BEGIN WORKING DATA

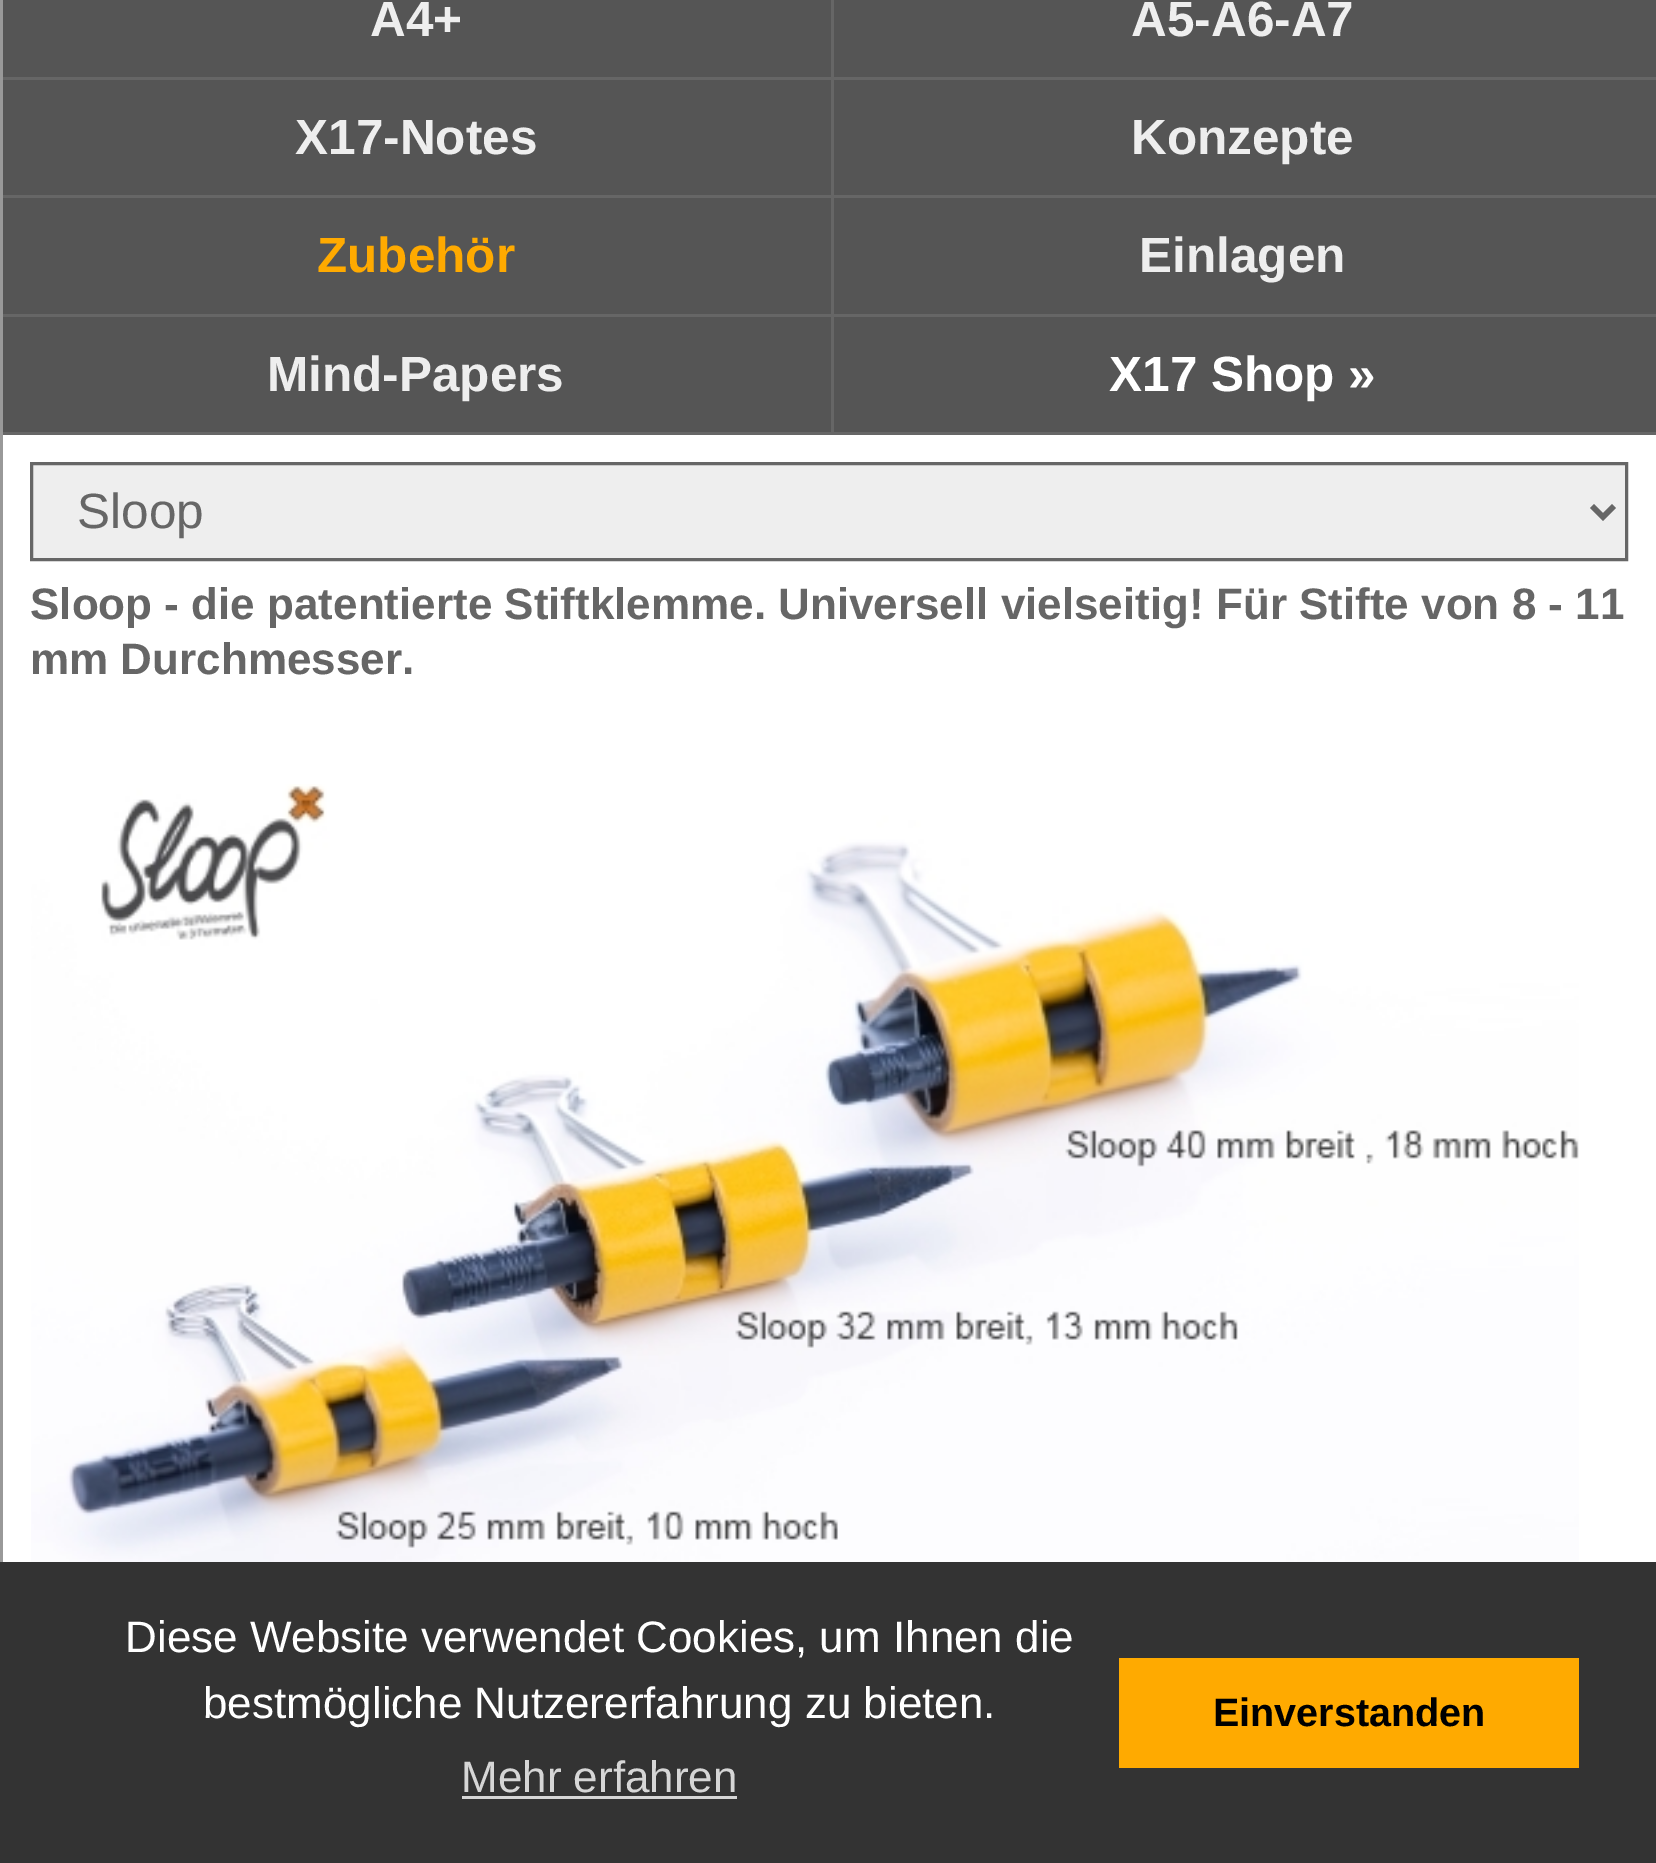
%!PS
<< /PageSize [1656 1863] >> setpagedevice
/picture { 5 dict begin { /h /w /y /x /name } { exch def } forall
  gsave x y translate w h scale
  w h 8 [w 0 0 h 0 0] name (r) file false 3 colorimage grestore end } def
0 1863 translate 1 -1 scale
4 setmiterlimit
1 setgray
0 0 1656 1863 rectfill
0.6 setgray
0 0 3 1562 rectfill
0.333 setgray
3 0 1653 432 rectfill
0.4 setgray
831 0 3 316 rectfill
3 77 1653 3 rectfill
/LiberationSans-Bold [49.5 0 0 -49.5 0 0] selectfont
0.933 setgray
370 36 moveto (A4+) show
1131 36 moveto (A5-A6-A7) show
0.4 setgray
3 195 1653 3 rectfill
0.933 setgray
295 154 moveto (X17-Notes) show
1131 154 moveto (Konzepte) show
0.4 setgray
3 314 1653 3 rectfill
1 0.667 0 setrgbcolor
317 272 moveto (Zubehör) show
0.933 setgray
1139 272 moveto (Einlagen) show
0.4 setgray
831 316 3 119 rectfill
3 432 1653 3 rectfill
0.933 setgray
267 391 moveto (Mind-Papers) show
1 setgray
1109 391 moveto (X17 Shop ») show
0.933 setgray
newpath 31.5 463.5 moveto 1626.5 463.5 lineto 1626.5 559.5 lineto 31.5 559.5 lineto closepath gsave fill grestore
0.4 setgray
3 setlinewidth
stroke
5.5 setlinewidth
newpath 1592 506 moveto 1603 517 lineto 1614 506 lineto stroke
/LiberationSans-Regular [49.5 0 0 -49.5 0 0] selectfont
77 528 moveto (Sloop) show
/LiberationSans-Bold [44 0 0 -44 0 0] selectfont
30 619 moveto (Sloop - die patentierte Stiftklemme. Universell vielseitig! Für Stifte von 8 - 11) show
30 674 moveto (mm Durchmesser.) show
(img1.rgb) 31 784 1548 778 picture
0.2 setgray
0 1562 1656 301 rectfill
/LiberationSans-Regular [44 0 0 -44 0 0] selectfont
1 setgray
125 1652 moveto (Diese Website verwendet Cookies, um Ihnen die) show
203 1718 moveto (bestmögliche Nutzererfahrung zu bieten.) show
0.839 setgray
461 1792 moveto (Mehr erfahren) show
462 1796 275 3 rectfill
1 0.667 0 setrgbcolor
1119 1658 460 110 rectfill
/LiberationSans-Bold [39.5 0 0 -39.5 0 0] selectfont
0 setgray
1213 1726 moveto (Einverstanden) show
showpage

END WORKING DATA
BEGIN WORKING DATA

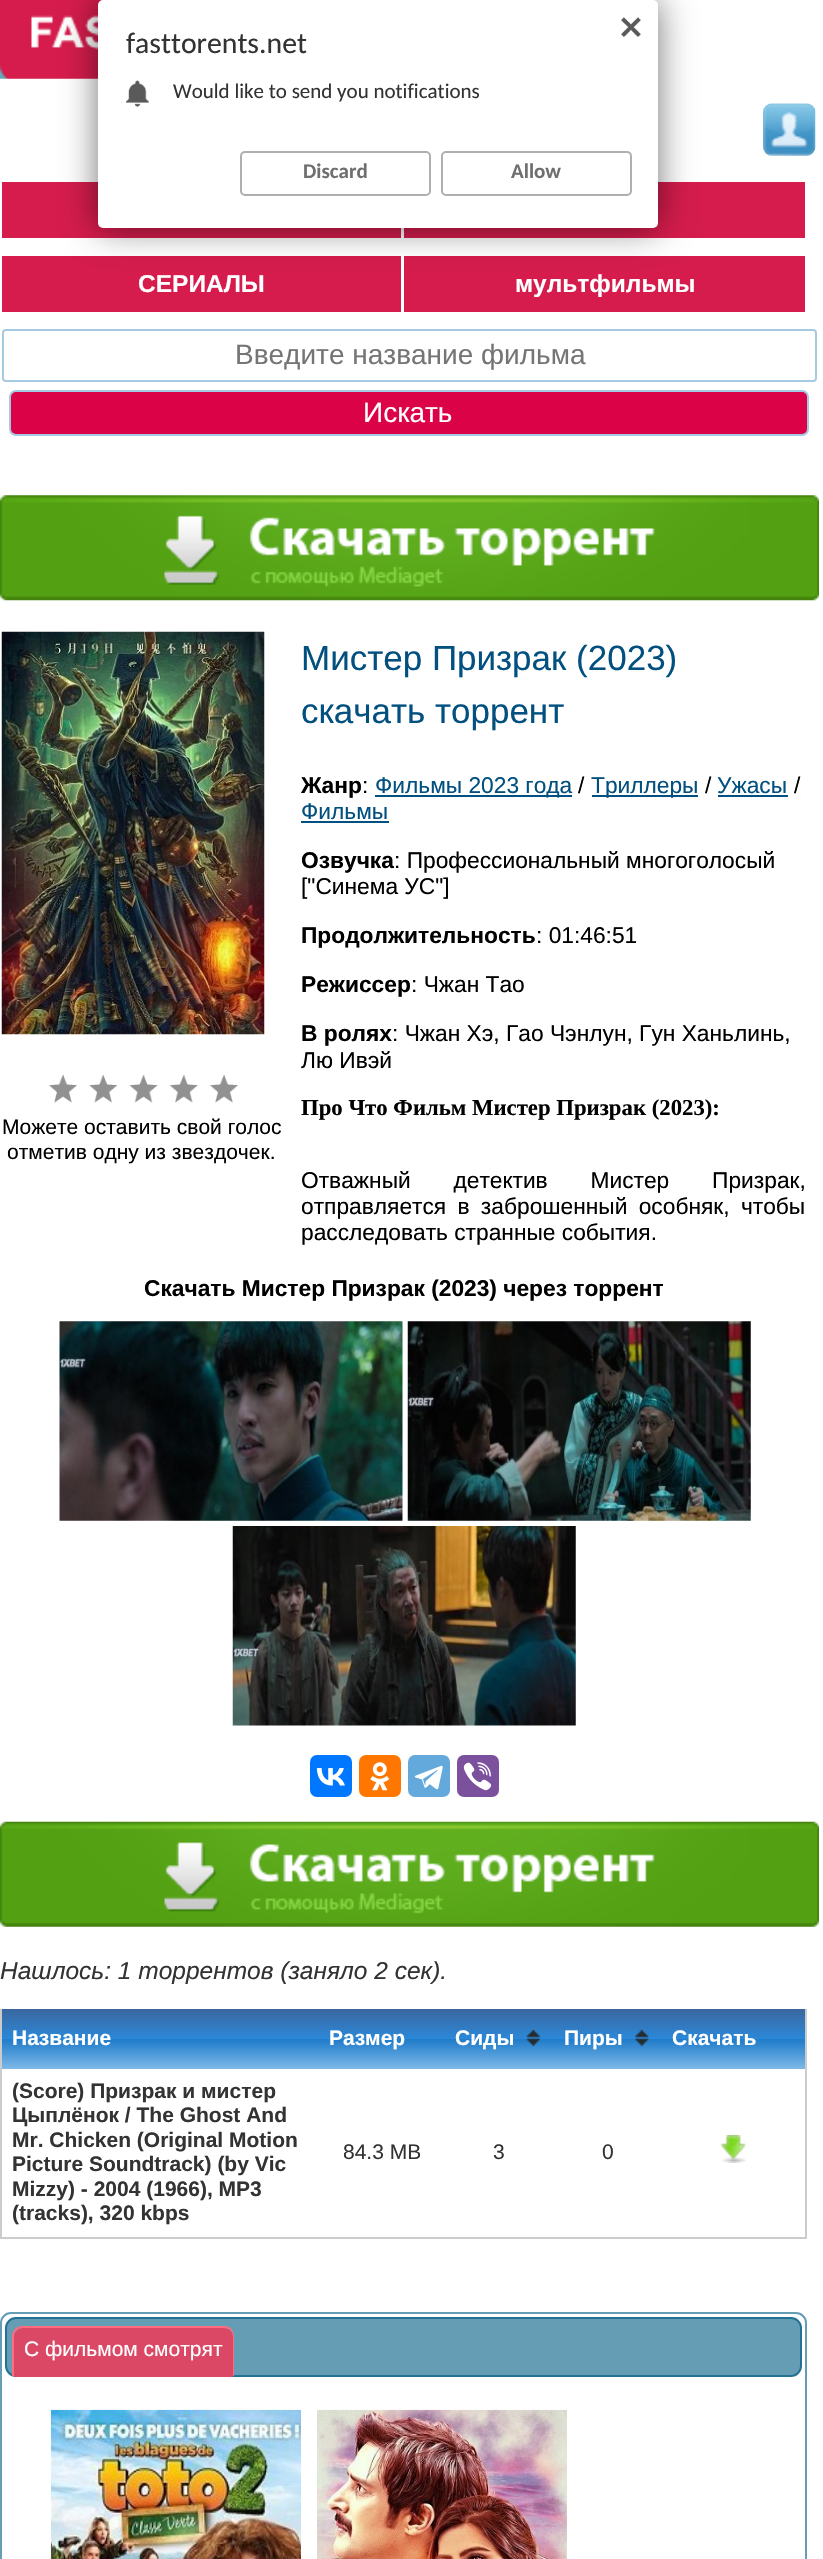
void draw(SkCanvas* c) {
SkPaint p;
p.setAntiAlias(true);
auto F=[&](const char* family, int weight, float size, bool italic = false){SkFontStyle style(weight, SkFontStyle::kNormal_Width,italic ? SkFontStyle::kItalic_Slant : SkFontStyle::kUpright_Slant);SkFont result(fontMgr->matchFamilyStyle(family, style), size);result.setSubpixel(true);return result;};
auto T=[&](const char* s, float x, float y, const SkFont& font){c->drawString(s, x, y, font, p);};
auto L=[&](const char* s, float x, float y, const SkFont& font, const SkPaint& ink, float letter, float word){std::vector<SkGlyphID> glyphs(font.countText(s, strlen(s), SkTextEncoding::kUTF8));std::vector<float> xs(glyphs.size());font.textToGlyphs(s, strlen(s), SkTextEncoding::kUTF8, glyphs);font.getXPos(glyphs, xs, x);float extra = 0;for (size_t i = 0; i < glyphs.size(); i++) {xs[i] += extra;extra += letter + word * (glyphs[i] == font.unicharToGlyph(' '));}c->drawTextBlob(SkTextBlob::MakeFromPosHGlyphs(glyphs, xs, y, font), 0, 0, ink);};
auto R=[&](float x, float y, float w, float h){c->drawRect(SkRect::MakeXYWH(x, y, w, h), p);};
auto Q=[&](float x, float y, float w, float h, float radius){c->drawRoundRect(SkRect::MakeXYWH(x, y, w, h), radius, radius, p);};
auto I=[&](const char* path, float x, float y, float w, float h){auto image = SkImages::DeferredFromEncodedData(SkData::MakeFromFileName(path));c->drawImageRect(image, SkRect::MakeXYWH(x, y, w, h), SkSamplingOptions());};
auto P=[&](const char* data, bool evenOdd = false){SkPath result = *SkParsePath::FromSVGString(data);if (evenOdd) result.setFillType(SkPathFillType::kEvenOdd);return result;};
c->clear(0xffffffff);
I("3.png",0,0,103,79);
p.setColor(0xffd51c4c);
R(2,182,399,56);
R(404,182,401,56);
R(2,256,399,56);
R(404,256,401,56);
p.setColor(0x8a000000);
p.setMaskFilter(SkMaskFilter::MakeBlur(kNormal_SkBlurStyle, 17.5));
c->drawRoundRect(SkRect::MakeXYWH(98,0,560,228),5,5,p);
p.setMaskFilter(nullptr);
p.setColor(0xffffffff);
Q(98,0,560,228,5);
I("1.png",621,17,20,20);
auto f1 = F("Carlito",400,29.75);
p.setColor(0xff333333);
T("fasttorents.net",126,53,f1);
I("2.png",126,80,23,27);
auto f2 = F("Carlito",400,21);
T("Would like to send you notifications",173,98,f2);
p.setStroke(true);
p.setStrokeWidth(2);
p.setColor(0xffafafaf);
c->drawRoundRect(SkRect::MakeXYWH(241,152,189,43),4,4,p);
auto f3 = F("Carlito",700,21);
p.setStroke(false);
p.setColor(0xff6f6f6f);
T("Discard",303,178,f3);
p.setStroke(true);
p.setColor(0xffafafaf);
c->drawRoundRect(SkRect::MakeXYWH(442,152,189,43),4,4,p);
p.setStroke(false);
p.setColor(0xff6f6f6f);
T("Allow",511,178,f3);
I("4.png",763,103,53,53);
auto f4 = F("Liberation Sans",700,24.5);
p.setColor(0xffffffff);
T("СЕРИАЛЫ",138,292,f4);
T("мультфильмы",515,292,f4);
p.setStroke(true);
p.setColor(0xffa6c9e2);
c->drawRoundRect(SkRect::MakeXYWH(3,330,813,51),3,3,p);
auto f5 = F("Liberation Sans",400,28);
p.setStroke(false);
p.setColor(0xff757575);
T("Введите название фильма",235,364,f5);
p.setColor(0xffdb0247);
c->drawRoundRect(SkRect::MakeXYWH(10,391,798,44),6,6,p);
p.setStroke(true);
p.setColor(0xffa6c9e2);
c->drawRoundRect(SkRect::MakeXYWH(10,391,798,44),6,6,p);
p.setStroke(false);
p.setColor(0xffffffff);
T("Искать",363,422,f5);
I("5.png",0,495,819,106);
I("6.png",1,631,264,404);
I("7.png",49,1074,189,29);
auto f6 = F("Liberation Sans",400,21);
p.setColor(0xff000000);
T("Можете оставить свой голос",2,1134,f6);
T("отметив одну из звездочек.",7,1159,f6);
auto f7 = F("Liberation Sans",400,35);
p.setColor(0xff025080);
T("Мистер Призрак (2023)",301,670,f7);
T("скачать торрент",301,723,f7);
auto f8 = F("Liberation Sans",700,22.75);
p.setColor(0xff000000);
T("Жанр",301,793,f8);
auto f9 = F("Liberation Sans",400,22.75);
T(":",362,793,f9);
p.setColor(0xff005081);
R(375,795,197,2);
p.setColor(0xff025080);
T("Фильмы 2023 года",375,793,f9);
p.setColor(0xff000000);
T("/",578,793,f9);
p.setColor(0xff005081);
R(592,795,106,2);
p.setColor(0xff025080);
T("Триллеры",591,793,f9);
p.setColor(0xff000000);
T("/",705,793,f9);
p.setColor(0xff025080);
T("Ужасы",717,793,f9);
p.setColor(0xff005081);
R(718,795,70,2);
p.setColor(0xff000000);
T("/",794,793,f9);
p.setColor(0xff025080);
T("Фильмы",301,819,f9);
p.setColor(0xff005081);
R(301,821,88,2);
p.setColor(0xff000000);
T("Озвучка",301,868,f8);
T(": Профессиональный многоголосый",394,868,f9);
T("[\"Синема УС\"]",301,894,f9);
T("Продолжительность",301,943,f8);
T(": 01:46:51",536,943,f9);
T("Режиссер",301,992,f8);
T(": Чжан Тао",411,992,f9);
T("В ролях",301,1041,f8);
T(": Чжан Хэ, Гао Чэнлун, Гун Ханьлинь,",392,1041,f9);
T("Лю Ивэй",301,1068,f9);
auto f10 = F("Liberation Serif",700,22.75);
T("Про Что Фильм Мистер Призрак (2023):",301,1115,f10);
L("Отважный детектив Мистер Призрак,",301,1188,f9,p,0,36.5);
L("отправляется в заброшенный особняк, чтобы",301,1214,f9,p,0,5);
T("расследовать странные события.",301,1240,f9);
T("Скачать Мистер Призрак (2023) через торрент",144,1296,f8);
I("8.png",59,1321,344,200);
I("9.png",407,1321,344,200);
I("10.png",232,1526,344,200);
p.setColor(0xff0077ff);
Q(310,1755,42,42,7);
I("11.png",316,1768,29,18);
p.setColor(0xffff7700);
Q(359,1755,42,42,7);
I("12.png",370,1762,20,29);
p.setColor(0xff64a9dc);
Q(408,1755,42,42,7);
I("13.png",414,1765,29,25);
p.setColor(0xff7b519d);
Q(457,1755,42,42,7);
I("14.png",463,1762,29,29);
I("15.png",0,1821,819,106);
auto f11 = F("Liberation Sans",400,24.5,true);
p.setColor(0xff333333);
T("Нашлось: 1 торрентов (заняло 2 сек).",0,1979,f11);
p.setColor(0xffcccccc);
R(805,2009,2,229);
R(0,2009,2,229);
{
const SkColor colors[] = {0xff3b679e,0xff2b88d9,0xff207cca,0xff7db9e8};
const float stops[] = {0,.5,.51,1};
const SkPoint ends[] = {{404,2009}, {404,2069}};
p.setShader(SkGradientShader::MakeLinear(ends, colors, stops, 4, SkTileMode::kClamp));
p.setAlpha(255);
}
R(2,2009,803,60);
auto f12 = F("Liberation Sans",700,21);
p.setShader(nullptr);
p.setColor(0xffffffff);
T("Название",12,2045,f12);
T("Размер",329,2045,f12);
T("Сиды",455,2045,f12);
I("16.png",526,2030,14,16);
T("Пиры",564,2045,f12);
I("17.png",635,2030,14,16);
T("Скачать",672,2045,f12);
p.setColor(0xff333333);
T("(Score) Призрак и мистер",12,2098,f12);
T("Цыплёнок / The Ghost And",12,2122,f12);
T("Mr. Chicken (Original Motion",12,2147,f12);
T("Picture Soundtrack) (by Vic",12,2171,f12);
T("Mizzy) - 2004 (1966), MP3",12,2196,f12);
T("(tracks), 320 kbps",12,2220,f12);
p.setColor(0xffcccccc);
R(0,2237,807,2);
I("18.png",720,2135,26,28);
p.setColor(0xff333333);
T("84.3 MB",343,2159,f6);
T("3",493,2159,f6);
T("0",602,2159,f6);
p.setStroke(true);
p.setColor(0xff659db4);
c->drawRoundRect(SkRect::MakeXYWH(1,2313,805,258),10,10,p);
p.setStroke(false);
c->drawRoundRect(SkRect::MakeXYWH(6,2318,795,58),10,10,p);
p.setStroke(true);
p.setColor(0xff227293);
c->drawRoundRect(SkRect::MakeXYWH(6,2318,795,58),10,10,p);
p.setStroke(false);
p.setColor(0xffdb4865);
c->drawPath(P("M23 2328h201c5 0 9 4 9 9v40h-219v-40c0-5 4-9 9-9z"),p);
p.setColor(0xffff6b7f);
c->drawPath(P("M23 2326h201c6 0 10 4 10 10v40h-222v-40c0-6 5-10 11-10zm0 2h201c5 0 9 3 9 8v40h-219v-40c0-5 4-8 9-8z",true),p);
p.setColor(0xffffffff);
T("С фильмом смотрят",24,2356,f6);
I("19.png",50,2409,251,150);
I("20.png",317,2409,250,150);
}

END WORKING DATA

Take exactly the lines from the one containing "auto L=[&](const char*" through the one containing "auto I=[&](const char*" in the data above, and output them with nothing added.

auto L=[&](const char* s, float x, float y, const SkFont& font, const SkPaint& ink, float letter, float word){std::vector<SkGlyphID> glyphs(font.countText(s, strlen(s), SkTextEncoding::kUTF8));std::vector<float> xs(glyphs.size());font.textToGlyphs(s, strlen(s), SkTextEncoding::kUTF8, glyphs);font.getXPos(glyphs, xs, x);float extra = 0;for (size_t i = 0; i < glyphs.size(); i++) {xs[i] += extra;extra += letter + word * (glyphs[i] == font.unicharToGlyph(' '));}c->drawTextBlob(SkTextBlob::MakeFromPosHGlyphs(glyphs, xs, y, font), 0, 0, ink);};
auto R=[&](float x, float y, float w, float h){c->drawRect(SkRect::MakeXYWH(x, y, w, h), p);};
auto Q=[&](float x, float y, float w, float h, float radius){c->drawRoundRect(SkRect::MakeXYWH(x, y, w, h), radius, radius, p);};
auto I=[&](const char* path, float x, float y, float w, float h){auto image = SkImages::DeferredFromEncodedData(SkData::MakeFromFileName(path));c->drawImageRect(image, SkRect::MakeXYWH(x, y, w, h), SkSamplingOptions());};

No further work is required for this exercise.